- [Try it]:
For the word "KAPZAAG", find each line in the entries where it occurs and copy that line.

Source records
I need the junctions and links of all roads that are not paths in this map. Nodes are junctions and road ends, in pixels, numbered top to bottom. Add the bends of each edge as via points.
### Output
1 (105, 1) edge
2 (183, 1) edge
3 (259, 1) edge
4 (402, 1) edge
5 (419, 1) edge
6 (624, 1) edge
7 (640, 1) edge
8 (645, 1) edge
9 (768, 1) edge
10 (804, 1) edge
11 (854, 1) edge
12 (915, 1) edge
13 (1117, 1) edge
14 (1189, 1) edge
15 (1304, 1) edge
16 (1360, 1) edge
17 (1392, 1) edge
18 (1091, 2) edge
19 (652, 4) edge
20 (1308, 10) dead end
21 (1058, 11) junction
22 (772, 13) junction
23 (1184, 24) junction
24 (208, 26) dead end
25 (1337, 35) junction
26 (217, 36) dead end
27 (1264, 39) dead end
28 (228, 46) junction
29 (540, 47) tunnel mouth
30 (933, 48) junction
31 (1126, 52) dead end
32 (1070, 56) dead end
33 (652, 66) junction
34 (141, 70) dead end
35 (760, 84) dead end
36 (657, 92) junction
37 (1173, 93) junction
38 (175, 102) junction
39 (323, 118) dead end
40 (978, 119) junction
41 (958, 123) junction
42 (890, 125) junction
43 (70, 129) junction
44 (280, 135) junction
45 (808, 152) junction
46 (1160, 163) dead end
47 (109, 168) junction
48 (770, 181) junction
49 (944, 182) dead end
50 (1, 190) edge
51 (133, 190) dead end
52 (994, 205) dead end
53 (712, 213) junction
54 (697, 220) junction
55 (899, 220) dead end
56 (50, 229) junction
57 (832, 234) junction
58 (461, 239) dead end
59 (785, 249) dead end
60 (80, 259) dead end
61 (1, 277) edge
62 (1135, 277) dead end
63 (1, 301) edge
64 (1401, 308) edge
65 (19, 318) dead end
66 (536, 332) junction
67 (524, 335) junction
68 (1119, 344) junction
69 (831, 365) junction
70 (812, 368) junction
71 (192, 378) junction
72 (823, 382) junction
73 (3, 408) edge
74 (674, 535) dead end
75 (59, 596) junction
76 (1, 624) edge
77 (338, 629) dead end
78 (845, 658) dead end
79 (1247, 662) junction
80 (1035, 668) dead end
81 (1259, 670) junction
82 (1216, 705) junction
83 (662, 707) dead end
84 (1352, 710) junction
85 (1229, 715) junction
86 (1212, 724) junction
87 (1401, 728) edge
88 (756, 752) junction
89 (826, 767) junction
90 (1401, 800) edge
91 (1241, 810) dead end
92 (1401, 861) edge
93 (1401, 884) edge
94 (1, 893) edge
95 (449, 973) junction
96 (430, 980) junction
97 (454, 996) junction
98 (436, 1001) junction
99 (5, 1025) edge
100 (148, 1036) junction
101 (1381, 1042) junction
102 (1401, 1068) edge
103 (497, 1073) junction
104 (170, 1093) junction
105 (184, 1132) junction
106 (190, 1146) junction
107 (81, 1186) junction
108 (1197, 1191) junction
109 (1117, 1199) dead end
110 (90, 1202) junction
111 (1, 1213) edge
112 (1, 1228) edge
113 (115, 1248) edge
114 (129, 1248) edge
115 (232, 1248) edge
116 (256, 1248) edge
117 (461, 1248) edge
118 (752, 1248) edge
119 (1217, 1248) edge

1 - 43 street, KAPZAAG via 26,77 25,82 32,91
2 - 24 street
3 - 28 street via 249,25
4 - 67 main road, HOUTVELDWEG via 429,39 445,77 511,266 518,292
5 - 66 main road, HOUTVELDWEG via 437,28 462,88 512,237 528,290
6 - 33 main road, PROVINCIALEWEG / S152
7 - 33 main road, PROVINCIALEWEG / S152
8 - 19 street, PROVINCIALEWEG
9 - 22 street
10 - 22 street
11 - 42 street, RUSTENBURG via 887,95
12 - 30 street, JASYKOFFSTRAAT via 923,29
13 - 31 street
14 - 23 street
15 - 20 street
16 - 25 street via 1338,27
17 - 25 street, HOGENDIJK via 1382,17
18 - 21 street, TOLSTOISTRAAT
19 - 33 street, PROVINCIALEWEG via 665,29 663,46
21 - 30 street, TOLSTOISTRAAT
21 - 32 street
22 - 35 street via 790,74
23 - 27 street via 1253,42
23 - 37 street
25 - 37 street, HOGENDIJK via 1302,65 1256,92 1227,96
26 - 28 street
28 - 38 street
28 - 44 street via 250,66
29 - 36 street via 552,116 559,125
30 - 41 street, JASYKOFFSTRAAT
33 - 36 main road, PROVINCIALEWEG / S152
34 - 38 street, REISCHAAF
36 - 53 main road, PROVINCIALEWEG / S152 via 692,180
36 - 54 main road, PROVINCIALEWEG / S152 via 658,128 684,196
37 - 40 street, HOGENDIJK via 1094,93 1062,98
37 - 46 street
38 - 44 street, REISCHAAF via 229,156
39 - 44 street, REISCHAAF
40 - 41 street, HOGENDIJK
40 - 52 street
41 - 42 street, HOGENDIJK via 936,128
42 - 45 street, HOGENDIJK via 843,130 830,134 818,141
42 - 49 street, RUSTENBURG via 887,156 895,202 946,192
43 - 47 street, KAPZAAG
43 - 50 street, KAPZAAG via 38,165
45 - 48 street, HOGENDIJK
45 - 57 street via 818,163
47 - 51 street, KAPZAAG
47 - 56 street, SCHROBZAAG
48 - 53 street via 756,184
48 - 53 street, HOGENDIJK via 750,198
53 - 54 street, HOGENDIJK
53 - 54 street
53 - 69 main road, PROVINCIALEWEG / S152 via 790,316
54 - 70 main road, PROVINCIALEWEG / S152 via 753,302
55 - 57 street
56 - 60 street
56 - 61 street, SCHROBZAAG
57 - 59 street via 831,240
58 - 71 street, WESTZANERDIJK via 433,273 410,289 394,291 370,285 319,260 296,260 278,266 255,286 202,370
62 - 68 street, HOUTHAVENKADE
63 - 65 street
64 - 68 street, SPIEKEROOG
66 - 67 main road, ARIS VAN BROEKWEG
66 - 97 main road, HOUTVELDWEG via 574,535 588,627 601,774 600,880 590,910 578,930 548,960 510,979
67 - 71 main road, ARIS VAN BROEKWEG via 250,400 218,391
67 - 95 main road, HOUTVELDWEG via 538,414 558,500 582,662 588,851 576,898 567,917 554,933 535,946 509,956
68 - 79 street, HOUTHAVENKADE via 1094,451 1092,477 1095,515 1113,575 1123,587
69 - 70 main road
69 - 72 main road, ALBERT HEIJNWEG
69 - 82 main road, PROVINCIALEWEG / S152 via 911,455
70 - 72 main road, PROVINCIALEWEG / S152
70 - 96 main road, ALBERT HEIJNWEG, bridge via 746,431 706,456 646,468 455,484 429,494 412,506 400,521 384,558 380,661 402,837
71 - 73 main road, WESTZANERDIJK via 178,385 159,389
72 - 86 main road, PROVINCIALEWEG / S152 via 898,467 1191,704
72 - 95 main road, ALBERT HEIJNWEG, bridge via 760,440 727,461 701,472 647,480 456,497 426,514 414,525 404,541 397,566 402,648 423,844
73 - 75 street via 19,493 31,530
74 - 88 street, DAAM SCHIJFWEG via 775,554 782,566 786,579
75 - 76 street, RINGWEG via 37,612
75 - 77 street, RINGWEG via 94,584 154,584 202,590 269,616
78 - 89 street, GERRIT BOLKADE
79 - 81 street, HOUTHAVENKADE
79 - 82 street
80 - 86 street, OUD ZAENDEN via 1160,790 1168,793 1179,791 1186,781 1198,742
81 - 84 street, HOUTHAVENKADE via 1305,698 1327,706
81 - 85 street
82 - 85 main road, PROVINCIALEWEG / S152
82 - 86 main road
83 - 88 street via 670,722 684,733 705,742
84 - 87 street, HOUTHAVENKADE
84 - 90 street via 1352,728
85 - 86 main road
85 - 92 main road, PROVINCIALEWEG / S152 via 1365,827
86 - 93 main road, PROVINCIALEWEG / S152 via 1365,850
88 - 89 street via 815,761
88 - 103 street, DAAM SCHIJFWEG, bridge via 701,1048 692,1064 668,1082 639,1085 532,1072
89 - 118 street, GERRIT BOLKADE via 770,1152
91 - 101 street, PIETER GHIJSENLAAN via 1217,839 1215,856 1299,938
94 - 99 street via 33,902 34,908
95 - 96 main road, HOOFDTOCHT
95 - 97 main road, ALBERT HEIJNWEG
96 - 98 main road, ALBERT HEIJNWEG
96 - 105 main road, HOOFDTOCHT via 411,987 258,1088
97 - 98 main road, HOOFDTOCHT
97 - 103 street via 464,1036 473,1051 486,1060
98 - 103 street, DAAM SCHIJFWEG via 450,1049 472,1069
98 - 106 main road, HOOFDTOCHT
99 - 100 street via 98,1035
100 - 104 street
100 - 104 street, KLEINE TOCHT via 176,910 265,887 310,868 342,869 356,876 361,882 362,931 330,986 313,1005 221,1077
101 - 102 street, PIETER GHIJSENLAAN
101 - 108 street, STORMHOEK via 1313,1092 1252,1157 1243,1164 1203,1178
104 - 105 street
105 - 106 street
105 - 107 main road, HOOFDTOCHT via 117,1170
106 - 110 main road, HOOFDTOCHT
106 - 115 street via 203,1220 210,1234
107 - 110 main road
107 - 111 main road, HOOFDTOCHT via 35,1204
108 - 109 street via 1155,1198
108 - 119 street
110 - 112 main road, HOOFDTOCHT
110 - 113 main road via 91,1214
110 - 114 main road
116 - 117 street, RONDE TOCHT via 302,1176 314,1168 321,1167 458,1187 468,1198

---

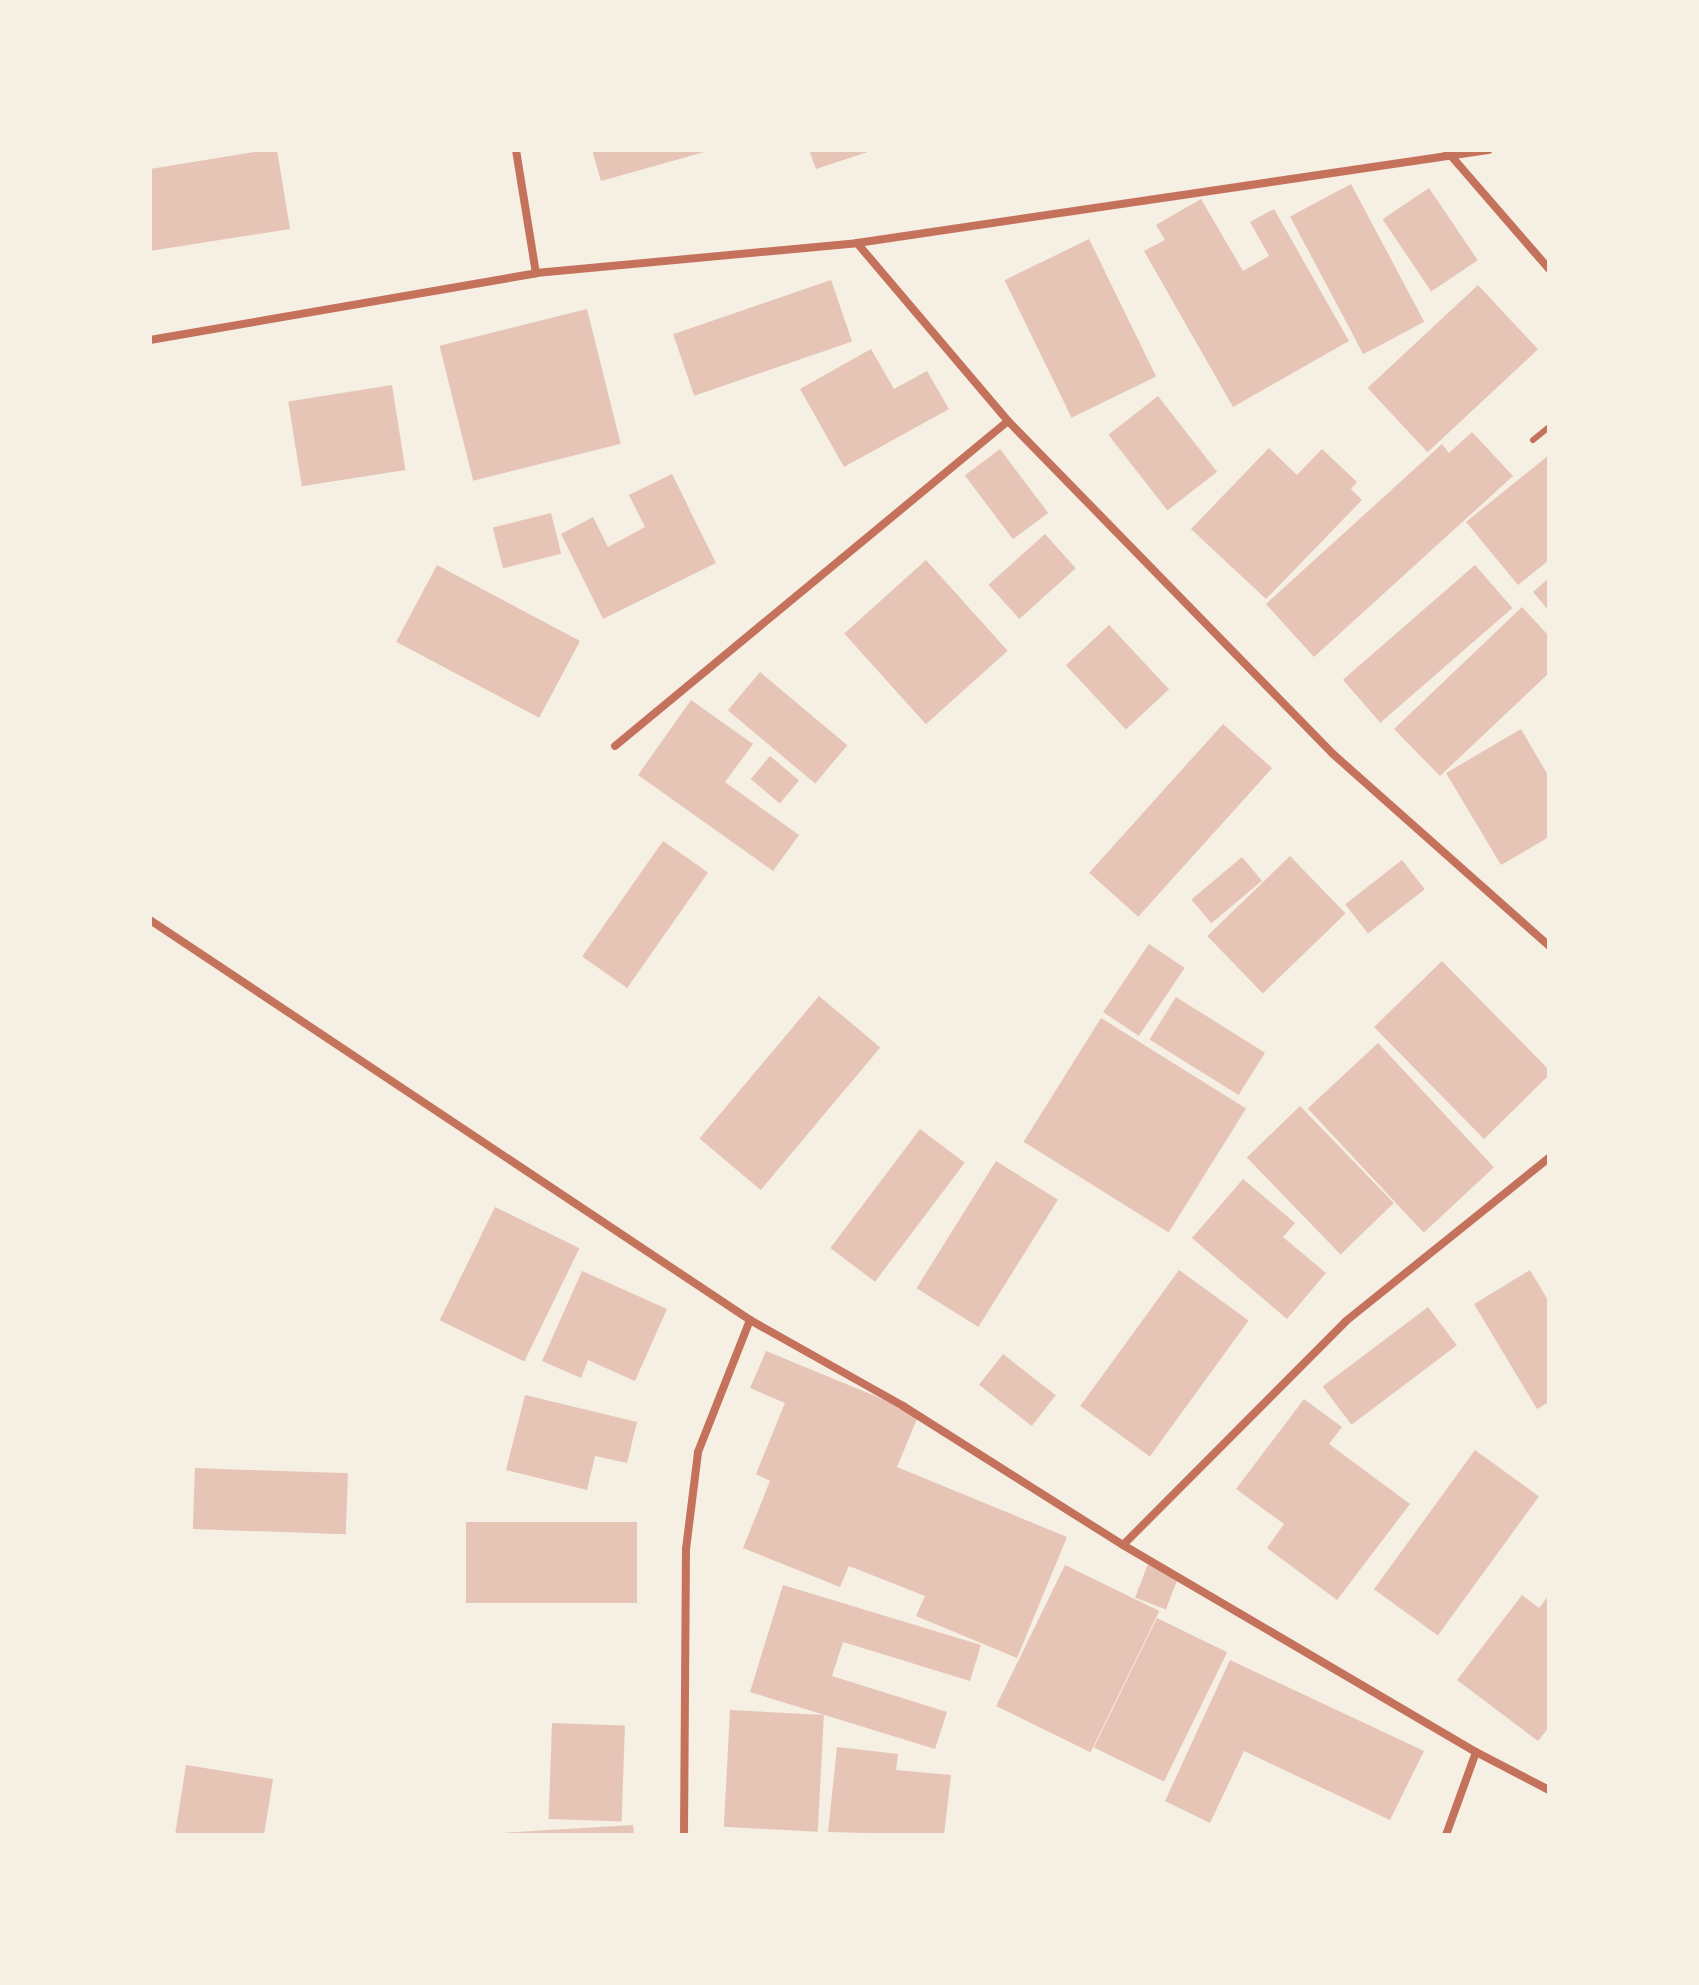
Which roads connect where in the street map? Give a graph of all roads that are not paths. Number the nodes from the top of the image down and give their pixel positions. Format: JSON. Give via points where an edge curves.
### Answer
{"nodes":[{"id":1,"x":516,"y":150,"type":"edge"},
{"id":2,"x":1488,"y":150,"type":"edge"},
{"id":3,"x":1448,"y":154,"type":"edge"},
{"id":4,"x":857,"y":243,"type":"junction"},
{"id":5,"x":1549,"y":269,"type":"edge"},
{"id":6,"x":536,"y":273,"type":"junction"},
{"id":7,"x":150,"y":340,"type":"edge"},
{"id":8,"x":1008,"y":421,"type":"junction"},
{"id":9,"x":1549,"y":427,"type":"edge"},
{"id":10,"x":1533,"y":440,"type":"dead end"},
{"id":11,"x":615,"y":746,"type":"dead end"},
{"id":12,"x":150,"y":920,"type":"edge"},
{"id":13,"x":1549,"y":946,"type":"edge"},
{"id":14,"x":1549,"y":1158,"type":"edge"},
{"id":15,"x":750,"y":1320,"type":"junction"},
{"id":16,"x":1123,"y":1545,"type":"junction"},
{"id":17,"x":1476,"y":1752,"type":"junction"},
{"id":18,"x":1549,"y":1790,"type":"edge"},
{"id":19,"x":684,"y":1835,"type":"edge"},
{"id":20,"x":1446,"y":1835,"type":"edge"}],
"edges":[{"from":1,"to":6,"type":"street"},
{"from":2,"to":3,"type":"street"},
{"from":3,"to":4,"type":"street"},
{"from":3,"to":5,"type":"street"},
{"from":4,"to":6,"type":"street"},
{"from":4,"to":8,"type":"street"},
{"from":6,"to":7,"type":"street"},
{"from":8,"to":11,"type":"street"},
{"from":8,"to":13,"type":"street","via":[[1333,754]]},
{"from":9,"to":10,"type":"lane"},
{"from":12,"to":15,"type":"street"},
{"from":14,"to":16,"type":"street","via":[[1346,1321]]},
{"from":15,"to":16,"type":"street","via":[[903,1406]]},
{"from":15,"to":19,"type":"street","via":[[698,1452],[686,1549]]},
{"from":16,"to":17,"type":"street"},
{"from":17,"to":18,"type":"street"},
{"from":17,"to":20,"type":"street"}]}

- [Written answer]:
1 - 43 street, KAPZAAG via 26,77 25,82 32,91
43 - 47 street, KAPZAAG
43 - 50 street, KAPZAAG via 38,165
47 - 51 street, KAPZAAG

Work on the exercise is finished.